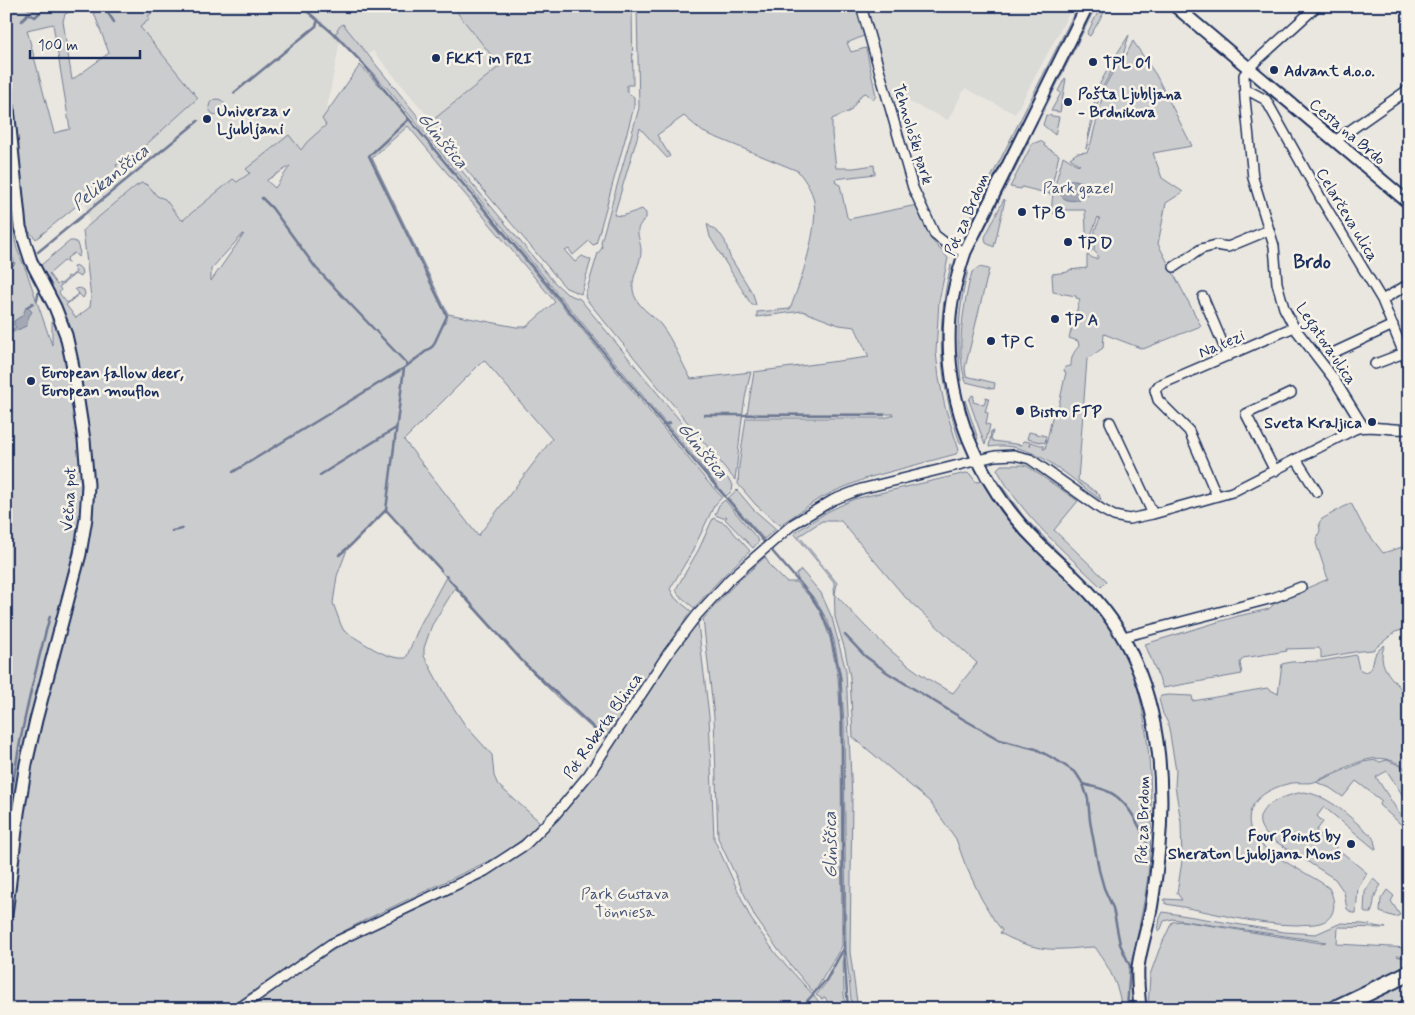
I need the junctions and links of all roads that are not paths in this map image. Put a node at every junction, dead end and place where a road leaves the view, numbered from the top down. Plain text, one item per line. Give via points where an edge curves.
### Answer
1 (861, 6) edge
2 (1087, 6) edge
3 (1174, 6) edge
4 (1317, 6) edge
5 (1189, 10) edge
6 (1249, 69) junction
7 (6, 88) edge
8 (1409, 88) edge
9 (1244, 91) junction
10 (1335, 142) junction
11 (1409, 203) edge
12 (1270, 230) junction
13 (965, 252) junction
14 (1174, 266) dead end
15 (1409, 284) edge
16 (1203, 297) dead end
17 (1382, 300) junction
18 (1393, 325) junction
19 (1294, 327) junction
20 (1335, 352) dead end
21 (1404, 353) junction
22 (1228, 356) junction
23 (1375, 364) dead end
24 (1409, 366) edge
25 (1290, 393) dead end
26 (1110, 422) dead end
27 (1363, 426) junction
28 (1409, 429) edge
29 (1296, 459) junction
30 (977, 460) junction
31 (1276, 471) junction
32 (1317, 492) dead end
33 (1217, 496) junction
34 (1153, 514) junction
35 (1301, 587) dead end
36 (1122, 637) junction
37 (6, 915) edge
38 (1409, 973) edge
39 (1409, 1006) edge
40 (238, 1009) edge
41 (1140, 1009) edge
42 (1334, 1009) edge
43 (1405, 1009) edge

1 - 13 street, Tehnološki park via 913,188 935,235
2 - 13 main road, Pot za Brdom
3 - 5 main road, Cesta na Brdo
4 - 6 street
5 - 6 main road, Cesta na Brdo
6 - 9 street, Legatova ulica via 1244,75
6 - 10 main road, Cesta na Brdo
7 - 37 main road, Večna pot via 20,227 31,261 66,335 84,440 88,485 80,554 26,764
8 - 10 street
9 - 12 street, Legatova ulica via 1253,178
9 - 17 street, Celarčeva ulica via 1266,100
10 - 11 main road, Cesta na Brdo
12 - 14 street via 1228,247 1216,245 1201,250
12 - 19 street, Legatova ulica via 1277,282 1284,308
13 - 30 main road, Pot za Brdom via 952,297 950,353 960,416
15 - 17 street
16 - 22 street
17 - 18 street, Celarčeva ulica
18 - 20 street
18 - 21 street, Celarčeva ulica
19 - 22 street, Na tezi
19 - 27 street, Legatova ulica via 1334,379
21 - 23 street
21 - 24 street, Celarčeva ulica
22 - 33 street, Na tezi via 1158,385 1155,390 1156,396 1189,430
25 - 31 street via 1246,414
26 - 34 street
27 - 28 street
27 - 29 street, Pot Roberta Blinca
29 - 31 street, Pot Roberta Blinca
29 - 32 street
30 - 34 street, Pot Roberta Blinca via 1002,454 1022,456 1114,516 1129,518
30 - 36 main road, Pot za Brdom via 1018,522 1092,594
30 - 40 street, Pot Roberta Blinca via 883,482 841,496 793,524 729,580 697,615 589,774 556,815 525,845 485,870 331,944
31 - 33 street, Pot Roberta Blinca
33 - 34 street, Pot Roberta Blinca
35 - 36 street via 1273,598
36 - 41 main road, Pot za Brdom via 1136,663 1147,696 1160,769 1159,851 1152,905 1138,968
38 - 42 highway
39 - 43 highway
^^^^^^^^
[Work to be completed]: The answer must be every line of the records above that holds the word "Brdom".

[Task answer]:
2 - 13 main road, Pot za Brdom
13 - 30 main road, Pot za Brdom via 952,297 950,353 960,416
30 - 36 main road, Pot za Brdom via 1018,522 1092,594
36 - 41 main road, Pot za Brdom via 1136,663 1147,696 1160,769 1159,851 1152,905 1138,968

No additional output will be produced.